No, I actually train purely for the sensation of strength.....I value it as a wealthy man values gold and a loving women values love. Strength is _everything_



> 8s tend to either not have role models at all, or cite themselves as their own role models.


That's just plain stupid. Role models are useful in the struggles of life. To site themselves as their own role model reeks of ego rum amok



> 6s look for people to pattern themselves after. 8s are themselves, and the person they respect the most. Anything else puts someone on a pedestal above you and would make an 8 feel weak... needy.


Have you ever trained in martial arts or any other combat sports i would assume......what you describe above of the 8 is ego and it would quickly be beaten out of him and he would quickly see the usefulness of respecting and learning from others.

Me thinks you have worshipped one too many 8 cartoon heroes in your youth




> 8s are self validating... they don't need some list of health levels to confirm who they are.


That is just silly. 8s are not super human. They will use what ever tool available to better themselves. Understanding levels of health can aid an 8 greatly in becoming better and stronger



> I saw that... picking on an underage girl. Did it make you feel tough? I read that and it felt to me like you were throwing the kind of tantrum a petulant child might throw. I found nothing grand about your behavior in that thread. You were way too reactive to every little thing said to you. You let a child rattle you. It must have been dreadful for you. Were you terrified?


I had no idea she was a child and I dealt with her in a firm but fair manner. I did not call her names and I instead pointed out the weakness of her post, as I would anyone any age who I feel are attacking me. 

Why the attitude? Seems rather odd....emotional....rather irrational



> An 8 would be ashamed at such a display if they ever got involved in such a thing to begin with. I could not see even the most stressed out 8 doing what you did... and they'd want to forget it and put it behind them as quick as they could... you wear it like some sort of badge of honor... replete with a nice little "I win." victory post at the end. For an 8 victory is a foregone conclusion. It would be like celebrating getting up in the morning... yay you did it! Good for you...


By this point it is quite obvious you have a childlike hero worship perception of 8s. I used the thread as reference. Apparently my behaviour on the thread was "Average"....

_*Level 6:* Become highly combative and intimidating to get their way: confrontational, belligerent, creating adversarial relationships. Everything a test of wills, and they will not back down. Use threats and reprisals to get obedience from others, to keep others off balance and insecure. However, unjust treatment makes others fear and resent them, possibly also band together against them._ 



> You have a long way to go before you earn your type-8 merit badge. Perhaps in the future you conduct yourself with a bit more dignity.
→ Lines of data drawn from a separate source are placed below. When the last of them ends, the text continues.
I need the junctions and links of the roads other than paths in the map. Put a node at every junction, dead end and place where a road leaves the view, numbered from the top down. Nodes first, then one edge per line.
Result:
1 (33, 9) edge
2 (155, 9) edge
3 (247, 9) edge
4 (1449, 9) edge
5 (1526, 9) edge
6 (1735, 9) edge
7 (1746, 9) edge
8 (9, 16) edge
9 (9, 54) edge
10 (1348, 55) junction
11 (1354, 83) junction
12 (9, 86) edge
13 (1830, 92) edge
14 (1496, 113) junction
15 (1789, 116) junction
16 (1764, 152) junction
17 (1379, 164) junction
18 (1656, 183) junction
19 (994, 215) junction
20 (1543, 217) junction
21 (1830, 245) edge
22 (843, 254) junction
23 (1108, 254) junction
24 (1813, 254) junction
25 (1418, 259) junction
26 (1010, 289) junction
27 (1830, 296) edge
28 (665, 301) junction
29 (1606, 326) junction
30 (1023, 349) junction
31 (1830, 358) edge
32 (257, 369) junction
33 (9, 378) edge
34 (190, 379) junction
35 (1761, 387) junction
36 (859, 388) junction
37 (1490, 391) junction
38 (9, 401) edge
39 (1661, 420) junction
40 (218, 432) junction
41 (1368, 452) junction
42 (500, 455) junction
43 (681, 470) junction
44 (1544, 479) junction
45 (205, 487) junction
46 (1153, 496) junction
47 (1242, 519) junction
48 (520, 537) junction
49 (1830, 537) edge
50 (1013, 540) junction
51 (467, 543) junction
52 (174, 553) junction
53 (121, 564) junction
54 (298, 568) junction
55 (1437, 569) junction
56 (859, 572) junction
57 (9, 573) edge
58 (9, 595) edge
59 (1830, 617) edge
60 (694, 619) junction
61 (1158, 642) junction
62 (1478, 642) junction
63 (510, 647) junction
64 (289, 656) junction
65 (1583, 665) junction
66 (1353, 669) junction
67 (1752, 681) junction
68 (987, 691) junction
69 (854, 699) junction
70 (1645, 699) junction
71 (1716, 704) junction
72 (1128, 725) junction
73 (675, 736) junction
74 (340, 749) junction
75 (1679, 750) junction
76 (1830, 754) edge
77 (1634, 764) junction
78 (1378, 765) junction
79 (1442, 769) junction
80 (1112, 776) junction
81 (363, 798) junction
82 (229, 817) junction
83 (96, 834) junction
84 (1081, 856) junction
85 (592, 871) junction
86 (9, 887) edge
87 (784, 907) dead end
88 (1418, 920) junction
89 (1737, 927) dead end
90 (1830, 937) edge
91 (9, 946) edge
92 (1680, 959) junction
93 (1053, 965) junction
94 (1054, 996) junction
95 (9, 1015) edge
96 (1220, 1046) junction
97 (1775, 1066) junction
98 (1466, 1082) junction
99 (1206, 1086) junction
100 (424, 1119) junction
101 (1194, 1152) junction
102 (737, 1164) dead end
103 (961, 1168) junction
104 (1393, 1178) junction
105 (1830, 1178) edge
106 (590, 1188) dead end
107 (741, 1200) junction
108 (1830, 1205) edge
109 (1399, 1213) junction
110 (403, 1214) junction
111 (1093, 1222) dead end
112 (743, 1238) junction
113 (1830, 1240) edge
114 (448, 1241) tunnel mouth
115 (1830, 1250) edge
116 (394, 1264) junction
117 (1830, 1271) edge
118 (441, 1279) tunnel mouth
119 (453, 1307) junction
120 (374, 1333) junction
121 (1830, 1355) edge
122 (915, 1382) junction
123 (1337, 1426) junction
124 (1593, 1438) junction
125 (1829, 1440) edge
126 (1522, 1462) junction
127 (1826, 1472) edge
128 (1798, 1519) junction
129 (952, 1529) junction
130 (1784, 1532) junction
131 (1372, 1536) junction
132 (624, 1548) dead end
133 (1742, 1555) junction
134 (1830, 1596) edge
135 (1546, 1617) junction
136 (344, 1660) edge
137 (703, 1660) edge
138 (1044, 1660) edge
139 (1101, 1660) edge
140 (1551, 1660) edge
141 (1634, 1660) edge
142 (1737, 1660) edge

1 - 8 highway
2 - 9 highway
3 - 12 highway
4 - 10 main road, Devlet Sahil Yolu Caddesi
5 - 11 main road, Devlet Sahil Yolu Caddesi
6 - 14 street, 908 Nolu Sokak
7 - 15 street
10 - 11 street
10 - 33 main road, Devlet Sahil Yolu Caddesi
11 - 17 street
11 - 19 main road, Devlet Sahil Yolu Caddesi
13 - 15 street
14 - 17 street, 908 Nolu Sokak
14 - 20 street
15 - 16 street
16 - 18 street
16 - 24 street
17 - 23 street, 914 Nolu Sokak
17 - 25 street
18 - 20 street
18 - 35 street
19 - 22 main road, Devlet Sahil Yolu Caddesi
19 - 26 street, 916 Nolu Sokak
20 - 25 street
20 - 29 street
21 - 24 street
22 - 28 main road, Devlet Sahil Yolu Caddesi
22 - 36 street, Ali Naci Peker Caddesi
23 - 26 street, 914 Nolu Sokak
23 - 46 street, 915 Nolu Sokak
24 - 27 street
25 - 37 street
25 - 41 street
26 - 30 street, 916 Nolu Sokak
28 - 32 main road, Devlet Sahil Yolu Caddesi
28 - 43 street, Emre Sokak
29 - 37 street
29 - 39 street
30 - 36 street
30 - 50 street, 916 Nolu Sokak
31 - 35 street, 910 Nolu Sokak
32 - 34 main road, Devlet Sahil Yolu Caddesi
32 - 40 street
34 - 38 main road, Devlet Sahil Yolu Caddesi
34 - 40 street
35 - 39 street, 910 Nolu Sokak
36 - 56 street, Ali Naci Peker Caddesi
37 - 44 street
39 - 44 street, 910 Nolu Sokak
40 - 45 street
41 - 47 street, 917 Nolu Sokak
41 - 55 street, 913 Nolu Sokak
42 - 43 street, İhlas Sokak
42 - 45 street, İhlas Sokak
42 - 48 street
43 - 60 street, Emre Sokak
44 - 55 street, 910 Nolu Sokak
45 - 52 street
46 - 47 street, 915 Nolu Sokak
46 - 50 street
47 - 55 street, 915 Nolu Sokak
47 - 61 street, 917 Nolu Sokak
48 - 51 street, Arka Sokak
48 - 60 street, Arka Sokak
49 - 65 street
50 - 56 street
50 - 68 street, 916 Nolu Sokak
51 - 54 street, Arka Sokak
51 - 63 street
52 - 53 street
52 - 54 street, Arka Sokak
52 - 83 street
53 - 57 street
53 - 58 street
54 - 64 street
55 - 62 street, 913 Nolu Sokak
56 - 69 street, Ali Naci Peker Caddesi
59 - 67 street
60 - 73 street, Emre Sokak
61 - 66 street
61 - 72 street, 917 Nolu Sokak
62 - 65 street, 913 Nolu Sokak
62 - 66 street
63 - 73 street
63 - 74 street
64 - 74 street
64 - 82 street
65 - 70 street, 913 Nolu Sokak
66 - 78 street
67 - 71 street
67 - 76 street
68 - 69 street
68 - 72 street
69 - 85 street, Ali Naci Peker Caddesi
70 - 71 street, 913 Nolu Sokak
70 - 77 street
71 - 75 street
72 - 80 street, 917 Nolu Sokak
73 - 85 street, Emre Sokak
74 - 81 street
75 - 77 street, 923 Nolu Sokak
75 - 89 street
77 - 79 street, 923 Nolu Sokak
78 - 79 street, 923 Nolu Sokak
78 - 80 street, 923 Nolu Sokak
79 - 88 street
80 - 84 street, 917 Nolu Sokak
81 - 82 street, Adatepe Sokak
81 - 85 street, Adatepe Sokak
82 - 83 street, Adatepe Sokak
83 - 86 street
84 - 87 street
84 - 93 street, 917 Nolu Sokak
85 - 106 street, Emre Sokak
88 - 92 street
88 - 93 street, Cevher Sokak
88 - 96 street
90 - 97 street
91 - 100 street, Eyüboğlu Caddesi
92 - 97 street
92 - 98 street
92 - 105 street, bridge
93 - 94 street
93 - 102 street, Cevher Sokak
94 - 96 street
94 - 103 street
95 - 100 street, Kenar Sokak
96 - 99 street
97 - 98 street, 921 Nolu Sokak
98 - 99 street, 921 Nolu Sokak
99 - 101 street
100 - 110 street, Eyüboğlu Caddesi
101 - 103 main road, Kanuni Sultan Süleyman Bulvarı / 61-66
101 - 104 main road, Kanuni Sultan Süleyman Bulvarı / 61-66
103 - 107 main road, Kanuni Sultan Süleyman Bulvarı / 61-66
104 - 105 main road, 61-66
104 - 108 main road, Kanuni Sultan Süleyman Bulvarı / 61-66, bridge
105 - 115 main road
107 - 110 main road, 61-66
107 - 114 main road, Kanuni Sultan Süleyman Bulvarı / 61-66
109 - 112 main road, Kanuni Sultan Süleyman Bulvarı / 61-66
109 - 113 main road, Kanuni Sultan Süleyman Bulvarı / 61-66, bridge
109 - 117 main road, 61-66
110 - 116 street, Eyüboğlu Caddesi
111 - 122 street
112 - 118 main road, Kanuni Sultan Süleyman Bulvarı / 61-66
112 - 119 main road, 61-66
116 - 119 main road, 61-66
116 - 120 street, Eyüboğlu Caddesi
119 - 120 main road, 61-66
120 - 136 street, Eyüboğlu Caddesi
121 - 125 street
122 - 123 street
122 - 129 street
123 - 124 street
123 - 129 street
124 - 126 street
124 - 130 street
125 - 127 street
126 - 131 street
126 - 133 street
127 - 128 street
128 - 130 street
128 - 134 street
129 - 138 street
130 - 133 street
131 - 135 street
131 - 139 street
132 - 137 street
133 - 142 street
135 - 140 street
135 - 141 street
I don't wanna earn I just wanna learn

Such a childlike reaction on your part

Was your father who abandoned you an 8?

Maybe you didn't have a lot of friends growing up and only had 8 comic book characters to keep you company?


----------



## 480 (Jan 22, 2009)

The more you argue against it, the more obvious it is that you're not an 8. There is not a single shred of 8 mentality in any of your posts.


----------



## ape (Aug 11, 2009)

Grim said:


> The more you argue against it, the more obvious it is that you're not an 8. There is not a single shred of 8 mentality in any of your posts.


You're a clown

Why don't you address your childlike perceptions of Types and my other points in response to your insultive and childish post?

You tell me I'm not an 8, in a very aggressive and insulting post.....I rebut your points.....you respond with flawed circular logic, avoiding specifics that you created ....then stick out your tongue and run away.

It's actually quite laughable


----------



## ape (Aug 11, 2009)

> Grim 8s are the biggest thing around. It's the natural order of things to want to be just like the biggest thing around.


Do you reckon your childlike worship of 8s effects your perception and judgement of the topic

Are you Chester and Spike the 8?


----------



## 480 (Jan 22, 2009)

ape said:


> Your a clown
> 
> Why don't you address your childlike perceptions of Types and my other points in responce to your insultive and childish post?
> 
> ...



8s are strength personified.

http://personalitycafe.com/enneagra...neagram-compatibility-chart-6.html#post126273

This is not how strength argues. This is how someone seeking a stamp of approval tries to prove to me how 8 they are. 

It's like you expect me to say; "Well done... you seem to have ticked off all the proper boxes. Welcome to the club."
An 8 would not sit there and list off all the reasons, or argue with me just because I challenged his type. I'm telling you who you are, and are not, and you're dignifying it with an argument... like you're afraid I'm right, or like you need my acknowledgment. You're putting me in a position of power over you by even making it important to change my mind. Every post you make makes you look weaker and weaker.

I'm not going to bless you and grant you 8-ness. You are not an 8.


----------



## 480 (Jan 22, 2009)

ape said:


> Do you reckon your childlike worship of 8s effects your perception and judgement of the topic
> 
> Are you Chester and Spike the 8?
> 
> YouTube - Sylvester, Chester, and Spike - Sylvester says WTF


You can attack my perception of 8s all you wish. My view on what 8 is is accurate. You don't measure up.


----------



## ape (Aug 11, 2009)

=


> Grim;126326]8s are strength personified.


You're hilarious

http://personalitycafe.com/enneagra...neagram-compatibility-chart-6.html#post126273



> This is not how strength argues. This is how someone seeking a stamp of approval tries to prove to me how 8 they are.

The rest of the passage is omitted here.